A Risi le escribió Sabino Méndez un verso maravilloso que Loquillo canta como si fuera el último: 'Dile a Pepe Risi que ya puede sonreír / él mató el silencio en las calles de Madrid'. Y el Loco, subido a su altura legendaria y empapado de esamística de estrella de rock que lo ha devorado como la ballena a Jonás, lo homenajeó en Granada, tierra de capitulaciones, cantando la misma canción que suena cuando se marca su número: «Qué hace una chica como tú en un sitio como éste». Lo hizo hacia el final del concierto, en un momento de clímax en el que el público, que reventó las costuras del Palacio de los Deportes, llenó el Foro de simbología rocker con el Pájaro Loco astillando un puro de pleno regocijo, terminaba de cantar «que haya alguien a mi lado que me recoja al caer / así nena tendré suerte de llegarte a conocer».

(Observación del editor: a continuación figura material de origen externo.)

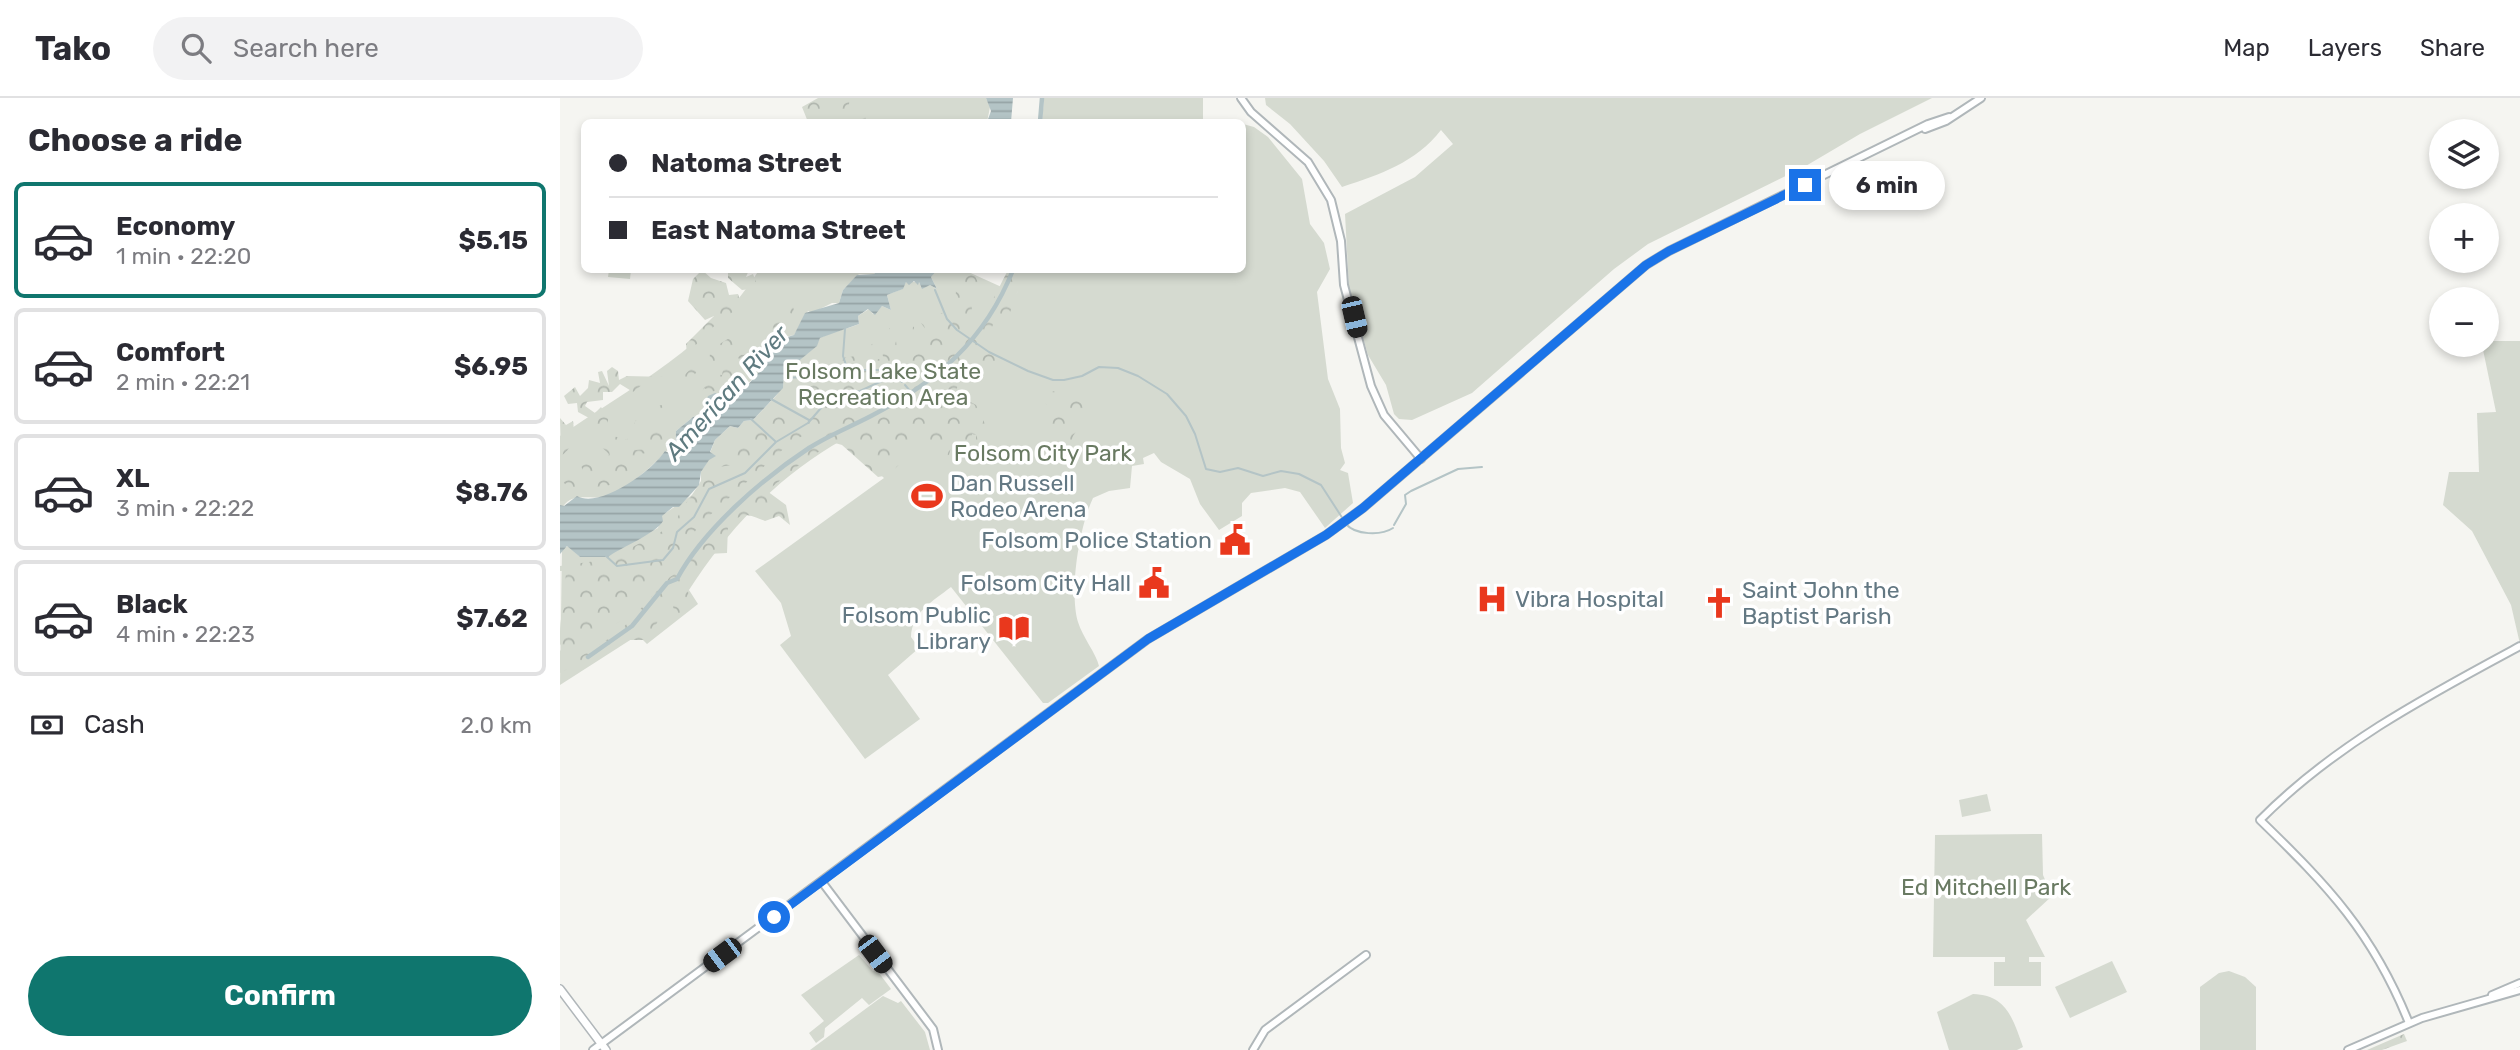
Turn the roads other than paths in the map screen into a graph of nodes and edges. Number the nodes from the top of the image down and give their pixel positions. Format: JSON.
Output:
{"nodes":[{"id":1,"x":1241,"y":98,"type":"edge"},
{"id":2,"x":1981,"y":98,"type":"edge"},
{"id":3,"x":1421,"y":459,"type":"junction"},
{"id":4,"x":2520,"y":646,"type":"edge"},
{"id":5,"x":822,"y":882,"type":"junction"},
{"id":6,"x":1366,"y":955,"type":"dead end"},
{"id":7,"x":2520,"y":984,"type":"edge"},
{"id":8,"x":560,"y":989,"type":"edge"},
{"id":9,"x":2520,"y":990,"type":"edge"},
{"id":10,"x":2490,"y":996,"type":"junction"},
{"id":11,"x":2409,"y":1023,"type":"junction"},
{"id":12,"x":603,"y":1047,"type":"edge"},
{"id":13,"x":593,"y":1050,"type":"edge"},
{"id":14,"x":938,"y":1050,"type":"edge"},
{"id":15,"x":1253,"y":1050,"type":"edge"},
{"id":16,"x":2348,"y":1050,"type":"edge"}],
"edges":[{"from":1,"to":3,"type":"main road"},
{"from":2,"to":3,"type":"main road"},
{"from":3,"to":5,"type":"main road"},
{"from":4,"to":11,"type":"main road"},
{"from":5,"to":12,"type":"main road"},
{"from":5,"to":14,"type":"main road"},
{"from":6,"to":15,"type":"main road"},
{"from":7,"to":10,"type":"main road"},
{"from":8,"to":12,"type":"main road"},
{"from":9,"to":10,"type":"main road"},
{"from":10,"to":11,"type":"main road"},
{"from":11,"to":16,"type":"main road"},
{"from":12,"to":13,"type":"main road"}]}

Allí estábamos los que a los 11 años, en el barrio, nos cosíamos a la espalda de viejas cazadoras vaqueras el pájaro entre dos huesos ybajábamos los sillines de la bici para que pareciesen harleys. Escuchábamos las canciones de Loquillo. Nos sentábamos en el rompeolas para no tener jamás una vida de hogar. Abríamos el garaje de casa cada mañana por si nos encontrábamos allí dentro, como un regalo de Reyes, nuestra propia banda de rock&roll.

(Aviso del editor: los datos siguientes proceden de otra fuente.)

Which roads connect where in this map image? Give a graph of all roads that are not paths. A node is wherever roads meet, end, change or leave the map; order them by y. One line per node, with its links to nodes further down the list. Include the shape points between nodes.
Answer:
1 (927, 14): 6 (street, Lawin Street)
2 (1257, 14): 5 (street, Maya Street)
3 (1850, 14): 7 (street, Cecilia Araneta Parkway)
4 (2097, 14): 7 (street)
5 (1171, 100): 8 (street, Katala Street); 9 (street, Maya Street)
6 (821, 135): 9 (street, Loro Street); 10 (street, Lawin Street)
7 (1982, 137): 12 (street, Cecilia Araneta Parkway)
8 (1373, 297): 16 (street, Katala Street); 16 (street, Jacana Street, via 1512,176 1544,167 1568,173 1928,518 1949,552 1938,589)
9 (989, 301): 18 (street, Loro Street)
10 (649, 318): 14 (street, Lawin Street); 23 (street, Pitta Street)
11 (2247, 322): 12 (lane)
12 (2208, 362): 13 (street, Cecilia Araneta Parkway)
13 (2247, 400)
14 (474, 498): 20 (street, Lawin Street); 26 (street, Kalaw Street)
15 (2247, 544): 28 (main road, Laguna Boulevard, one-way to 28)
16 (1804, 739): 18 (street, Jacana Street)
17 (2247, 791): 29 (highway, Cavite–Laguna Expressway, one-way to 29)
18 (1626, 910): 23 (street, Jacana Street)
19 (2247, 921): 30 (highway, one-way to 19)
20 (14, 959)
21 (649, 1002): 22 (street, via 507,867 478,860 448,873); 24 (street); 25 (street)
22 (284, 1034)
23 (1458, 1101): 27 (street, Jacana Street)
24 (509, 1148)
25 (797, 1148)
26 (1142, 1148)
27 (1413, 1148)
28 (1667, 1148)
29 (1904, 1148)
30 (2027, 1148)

Loquillo llevaba unos días por Granada olisqueando los azafranes de la Alhambra, llevado como chamán por el Paseo de los Tristes y asomándose a las ventanas moriscas con sudadera de capucha, oculto por unas gafas de sol. Cantó 'Spanish bombs', el tema en el que Joe Strummer, asiduo de la ciudad, termina evocando la Guerra Civil en las calles de Granada y el asesinato de Federico García Lorca. Lo hizo en español poniendo en ebullición la grada antes de que empezase a sonar el final del concierto con el inevitable Cadillac en la ladera del Tibidabo. Llevó el 'show' con la delicadeza posmoderna con la que se trata a un bebé, consciente de que va a ser disco, y a los empellones más clásicos ('Carne para Linda' y 'La mataré', símbolos de incorrección que sonaron a voz de grito como si fuera ayer) le sucedieron temas más curtidos de su etapa adulta, del tupé cano, incluida la canción dedicada a Luis Alberto de Cuenca, el poeta con el que cerró 'Balmoral' saqueando una cabeza de ciervo.

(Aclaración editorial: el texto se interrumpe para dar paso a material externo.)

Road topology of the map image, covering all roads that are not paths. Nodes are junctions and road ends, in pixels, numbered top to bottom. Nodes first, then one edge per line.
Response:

Cada nueve años estipula el Loco el tiempo en el que el sonido muda, como las células del cuerpo. Entonces reúne a sus músicos y graba un doble disco en directo con revisitaciones que tienen aire a nostalgia en 'Cuando fuimos los mejores', cantada a pulmón como un himno,cubierta ya de la ceniza de cigarros nocturnos sobre copas llenas de arrogancia, y otras a modo de reivindicación sucinta. Fue el caso de 'El creyente', a la que se destinó la apertura del concierto mientras volaban los móviles formando un enjambre de luciérnagas para inmortalizar el momento en que Loquillo, imperturbable como una estatua, hizo acto de presencia y empezó a fumar, beber y mover las caderas como Elvis en Las Vegas sin anfetas y paranoia. Sacó de entre los hielos una botella y se sirvió una copa para alzarla al cielo negro de Granada y decir: «Brindo con cava de mi tierra por vosotros, Granada, Andalucía, España».
El último verano, sentados en la terraza de un hotel de Madrid, le pregunté por qué razón me daría un puñetazo. Bufó hacia el suelo y levantó el índice en señal de advertencia, una pose de escenario.
-Tendrías que esperar a septiembre. Me condenaron hace un par de años por darle un puñetazo a un tipo que estaba molestando a una dama. En unos meses ya podría meterte.
Le gusta hablar en antiguo, como si por momentos se le devolviese a un tiempo mitológico en el que efectivamente a los bares arribaban soldados de la Sexta Flota y hubiese mujeres escandalosas que hablaban con hombres.
-Ha estado Letizia viendo Los Planetas.
- Hostia, tremendo, ¿eh? Qué putada.
- ¿La princesa 'indie'?
-(Risas) Eso debe de ser una putada para el Jota de cojones. No, yo no tengo esa suerte.
Tampoco la tuvo en Granada. De negro, como la canción que empleó en vestirse, sacó el estandarte del 'Feo, fuerte y formal' de John Wayne y gritó a quien quisiera oírle, con la muchedumbre en llamas, «para qué discutir, si puedes pelear». Fue el momento de éxtasis que contrapuso con la gravedad desparramada en 'El año que mataron a Salvador'. Sacudió el escenario con un repertorio casi sin rival, trayendo desmadejadamente junto a él a Leiva y Ariel Rot, metiéndole electricidad al público y rebajándola en pista falsa para luego acelerar a su antojo. Se reunió consigo mismo en momentos alarmantes que el público reconoció como propios, con esa sensación de no estar gritando canciones, sino biografías.
¿Qué fue de la rubia del asiento de atrás?, le pregunté antes de irse de aquel hotel. «Siempre hay una rubia», dijo marchándose como un enorme antílope por el desierto de la tarde de Madrid.